Physically, BOATraNET is an 11.8-inch by 8.6-inch by 2.4-inch black box, with a stubby Wi-Fi antenna at the back. Inside the box, there’s a marine computer equipped with a fanless processor and solid-state hard drive. The unit also has a preloaded web server operating system that takes all the data available from the boat’s existing conventional marine electronics—chartplotters, instruments, GPS, and so on—and uses that information to automatically build constantly updated web pages, giving anyone onboard the lowdown  on where they are and where they’re heading, navigation information such as boat speed, depth, and wind direction, and AIS information about who is around them.

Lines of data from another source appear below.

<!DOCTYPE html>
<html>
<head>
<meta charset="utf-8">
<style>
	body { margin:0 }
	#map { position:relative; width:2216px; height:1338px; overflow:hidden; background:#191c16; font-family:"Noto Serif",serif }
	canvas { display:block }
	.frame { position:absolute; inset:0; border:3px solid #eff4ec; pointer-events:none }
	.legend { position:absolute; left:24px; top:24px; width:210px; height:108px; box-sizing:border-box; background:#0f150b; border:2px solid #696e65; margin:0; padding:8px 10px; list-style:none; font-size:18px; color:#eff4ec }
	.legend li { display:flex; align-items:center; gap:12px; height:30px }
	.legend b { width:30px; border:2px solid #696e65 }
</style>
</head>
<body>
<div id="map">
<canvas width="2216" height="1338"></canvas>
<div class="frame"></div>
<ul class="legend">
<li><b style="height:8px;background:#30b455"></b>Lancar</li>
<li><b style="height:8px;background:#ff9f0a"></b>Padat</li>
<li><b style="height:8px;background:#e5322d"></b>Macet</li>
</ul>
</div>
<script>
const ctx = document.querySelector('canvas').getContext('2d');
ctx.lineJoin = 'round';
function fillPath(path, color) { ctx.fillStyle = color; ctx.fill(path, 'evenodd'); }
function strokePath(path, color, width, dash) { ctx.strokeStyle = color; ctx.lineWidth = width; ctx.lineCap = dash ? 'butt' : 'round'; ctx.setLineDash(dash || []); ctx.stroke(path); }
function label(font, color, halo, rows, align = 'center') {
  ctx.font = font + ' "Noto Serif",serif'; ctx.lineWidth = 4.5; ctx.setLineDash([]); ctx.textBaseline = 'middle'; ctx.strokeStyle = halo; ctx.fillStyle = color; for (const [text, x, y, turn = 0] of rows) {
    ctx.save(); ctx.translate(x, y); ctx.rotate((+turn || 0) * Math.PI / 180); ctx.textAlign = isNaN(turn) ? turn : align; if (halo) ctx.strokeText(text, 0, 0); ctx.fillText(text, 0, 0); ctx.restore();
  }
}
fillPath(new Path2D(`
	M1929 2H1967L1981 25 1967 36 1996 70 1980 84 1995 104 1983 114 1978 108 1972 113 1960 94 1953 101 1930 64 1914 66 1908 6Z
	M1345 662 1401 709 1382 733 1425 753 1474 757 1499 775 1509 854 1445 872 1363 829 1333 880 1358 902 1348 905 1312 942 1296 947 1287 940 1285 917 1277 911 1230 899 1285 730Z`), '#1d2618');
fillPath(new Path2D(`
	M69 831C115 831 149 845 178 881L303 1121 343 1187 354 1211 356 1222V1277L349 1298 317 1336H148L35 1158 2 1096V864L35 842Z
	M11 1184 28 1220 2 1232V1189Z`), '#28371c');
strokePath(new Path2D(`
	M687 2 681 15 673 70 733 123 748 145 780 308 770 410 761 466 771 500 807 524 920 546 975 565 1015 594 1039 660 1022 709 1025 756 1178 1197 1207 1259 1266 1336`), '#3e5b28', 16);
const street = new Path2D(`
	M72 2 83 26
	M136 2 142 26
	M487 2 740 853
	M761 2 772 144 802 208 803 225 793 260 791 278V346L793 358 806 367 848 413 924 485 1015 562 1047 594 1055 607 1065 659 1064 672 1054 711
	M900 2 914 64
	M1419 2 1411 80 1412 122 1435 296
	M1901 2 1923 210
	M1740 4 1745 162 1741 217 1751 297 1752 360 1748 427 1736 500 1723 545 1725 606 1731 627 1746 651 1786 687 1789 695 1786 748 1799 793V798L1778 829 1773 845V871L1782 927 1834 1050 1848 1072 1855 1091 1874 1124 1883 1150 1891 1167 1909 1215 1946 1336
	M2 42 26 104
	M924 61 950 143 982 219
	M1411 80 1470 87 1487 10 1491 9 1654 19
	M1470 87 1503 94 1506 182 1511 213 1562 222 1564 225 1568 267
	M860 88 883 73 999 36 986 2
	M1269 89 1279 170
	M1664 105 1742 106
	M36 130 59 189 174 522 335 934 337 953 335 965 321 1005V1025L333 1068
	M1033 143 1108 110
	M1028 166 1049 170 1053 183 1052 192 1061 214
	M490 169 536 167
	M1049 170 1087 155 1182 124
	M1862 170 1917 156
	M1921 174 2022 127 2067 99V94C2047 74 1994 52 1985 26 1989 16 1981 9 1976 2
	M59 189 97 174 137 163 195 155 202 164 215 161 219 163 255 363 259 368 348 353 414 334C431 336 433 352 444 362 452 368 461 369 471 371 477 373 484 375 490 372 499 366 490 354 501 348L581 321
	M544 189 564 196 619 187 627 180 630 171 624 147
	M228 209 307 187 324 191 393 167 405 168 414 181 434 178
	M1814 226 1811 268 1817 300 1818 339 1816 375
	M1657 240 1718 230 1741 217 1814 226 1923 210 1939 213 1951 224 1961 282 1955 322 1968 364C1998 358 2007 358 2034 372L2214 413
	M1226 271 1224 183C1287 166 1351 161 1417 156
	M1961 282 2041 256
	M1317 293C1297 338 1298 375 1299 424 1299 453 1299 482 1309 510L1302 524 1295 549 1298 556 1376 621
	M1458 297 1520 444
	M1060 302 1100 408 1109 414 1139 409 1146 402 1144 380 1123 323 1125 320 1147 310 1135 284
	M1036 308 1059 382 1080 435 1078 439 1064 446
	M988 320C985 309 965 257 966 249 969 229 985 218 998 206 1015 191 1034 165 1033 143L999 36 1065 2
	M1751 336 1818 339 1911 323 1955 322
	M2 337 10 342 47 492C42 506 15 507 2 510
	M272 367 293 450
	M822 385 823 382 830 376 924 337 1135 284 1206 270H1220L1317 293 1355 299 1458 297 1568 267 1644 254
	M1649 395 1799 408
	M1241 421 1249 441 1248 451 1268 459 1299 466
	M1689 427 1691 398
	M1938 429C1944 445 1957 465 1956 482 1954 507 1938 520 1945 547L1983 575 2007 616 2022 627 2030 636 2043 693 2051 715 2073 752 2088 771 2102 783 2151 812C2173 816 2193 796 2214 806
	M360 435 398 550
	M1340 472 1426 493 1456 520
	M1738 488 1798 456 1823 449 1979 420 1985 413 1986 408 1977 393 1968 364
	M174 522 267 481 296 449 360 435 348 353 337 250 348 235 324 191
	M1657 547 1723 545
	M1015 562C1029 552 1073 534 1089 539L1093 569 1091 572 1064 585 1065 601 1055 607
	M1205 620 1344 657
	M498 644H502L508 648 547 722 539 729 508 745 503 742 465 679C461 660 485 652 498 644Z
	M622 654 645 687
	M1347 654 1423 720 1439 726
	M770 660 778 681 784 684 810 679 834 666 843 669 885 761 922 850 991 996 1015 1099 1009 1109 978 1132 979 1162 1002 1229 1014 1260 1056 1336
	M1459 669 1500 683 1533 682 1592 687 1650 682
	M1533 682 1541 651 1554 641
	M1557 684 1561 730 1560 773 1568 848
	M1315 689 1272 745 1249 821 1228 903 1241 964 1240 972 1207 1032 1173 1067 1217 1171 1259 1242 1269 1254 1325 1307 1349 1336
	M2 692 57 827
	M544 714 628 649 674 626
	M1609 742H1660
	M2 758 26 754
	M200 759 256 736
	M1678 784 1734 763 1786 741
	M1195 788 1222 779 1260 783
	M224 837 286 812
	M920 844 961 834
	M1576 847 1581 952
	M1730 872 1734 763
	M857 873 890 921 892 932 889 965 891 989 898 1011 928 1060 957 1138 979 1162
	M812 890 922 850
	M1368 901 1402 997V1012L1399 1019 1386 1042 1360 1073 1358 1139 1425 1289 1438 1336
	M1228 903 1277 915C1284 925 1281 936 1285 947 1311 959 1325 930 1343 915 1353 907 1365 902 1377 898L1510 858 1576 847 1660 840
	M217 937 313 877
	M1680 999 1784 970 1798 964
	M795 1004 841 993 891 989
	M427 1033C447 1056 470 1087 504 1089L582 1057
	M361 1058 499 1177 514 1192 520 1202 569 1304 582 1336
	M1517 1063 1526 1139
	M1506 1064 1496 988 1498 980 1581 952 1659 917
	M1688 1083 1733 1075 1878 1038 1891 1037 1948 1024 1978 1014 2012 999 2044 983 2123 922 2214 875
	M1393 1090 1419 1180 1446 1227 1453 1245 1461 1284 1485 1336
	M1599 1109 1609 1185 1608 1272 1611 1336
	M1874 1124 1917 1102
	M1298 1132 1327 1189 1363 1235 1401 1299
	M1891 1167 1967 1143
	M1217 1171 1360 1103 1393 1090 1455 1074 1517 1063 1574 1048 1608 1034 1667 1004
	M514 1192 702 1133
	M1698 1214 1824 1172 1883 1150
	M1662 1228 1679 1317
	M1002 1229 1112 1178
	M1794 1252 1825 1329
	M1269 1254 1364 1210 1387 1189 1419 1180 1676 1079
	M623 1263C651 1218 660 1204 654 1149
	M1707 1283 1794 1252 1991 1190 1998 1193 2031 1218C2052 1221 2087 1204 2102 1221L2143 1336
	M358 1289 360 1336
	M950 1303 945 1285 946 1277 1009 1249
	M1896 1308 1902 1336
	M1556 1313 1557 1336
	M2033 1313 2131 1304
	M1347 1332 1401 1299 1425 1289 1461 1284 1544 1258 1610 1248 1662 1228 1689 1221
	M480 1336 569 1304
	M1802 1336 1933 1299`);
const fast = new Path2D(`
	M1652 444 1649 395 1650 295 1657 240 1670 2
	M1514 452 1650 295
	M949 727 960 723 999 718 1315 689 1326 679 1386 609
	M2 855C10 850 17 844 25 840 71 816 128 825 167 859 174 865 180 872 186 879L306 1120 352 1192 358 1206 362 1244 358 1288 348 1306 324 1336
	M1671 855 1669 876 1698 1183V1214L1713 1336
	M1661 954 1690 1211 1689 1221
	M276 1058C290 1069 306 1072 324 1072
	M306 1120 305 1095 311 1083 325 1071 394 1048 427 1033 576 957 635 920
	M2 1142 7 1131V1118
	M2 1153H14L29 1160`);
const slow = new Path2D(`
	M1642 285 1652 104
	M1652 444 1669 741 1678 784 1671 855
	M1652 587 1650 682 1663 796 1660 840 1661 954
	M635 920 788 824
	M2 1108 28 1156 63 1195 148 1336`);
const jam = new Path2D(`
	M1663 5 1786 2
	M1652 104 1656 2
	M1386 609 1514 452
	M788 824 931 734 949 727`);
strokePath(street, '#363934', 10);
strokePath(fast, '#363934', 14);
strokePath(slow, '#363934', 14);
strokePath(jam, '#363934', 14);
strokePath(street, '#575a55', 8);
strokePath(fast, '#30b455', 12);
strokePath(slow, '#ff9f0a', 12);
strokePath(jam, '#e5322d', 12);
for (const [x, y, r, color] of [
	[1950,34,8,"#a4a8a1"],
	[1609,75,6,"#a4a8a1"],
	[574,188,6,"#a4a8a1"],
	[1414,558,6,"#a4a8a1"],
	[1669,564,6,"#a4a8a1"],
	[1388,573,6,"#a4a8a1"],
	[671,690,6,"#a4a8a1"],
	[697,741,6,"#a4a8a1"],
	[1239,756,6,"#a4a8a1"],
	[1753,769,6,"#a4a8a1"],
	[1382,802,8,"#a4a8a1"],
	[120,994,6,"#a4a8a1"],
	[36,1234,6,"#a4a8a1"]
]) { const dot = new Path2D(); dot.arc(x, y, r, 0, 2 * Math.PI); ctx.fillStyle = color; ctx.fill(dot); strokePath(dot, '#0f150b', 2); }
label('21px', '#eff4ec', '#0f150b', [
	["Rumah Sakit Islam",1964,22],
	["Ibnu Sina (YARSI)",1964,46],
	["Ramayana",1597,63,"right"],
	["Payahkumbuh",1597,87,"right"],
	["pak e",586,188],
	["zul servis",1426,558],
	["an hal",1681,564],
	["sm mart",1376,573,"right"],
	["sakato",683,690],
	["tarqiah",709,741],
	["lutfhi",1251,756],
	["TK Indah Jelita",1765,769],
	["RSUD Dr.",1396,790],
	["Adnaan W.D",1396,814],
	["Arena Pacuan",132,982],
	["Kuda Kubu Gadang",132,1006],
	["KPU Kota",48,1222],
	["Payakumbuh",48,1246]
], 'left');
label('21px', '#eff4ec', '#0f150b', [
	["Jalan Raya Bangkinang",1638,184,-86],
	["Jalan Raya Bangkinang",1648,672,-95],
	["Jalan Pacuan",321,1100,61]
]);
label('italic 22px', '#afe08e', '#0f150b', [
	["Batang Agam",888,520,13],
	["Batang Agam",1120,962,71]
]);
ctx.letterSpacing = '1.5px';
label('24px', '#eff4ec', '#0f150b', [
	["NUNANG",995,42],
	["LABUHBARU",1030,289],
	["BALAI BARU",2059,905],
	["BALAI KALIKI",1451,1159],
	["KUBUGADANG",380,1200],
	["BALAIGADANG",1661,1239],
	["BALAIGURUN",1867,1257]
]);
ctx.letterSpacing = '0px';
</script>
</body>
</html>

The unit will also accept data from any brand of marine electronics, and its output can be viewed on any device that includes a web browser—iPhone, iPad, Android, or Blackberry. 

Another page on your private BOATraNET site is called “Documents.” Nick Heyes, the CEO of Digital Yacht, tells me that he envisions the feature being used to store PDF copies of all the manuals and paperwork that go with a well-found modern boat, but of course it could store any book that is available in PDF format so you could offer your guests and crew access to guidebooks about your destinations, or a library of your favorite novels. Similar BOATraNET pages store photos and music, all transferred to the system’s solid-state hard drive from a USB stick. 

And when you get into port, BOATraNET has one more trick up its sleeve—it can connect, through a long-range wireless adapter, to the marina’s hotspot, and the Internet. So you can watch as your guests all turn their eyes to personal devices, to see what e-mails they’ve missed while they were cruising.

Devices onboard follow suit, updating software and charts, weather, and other data when they find a live Internet connection of sufficient bandwidth. This maintenance will only increase as protocols improve, and similar functionality may fan out through the boat’s network as things like tank sensors and transducers become “smarter” and linked to the helm wirelessly. Those wire runs may go away sooner than we think, saving rigging and weight as systems rely on the airwaves more and more. And perhaps the Copper Age we have known for so long will finally draw to a close.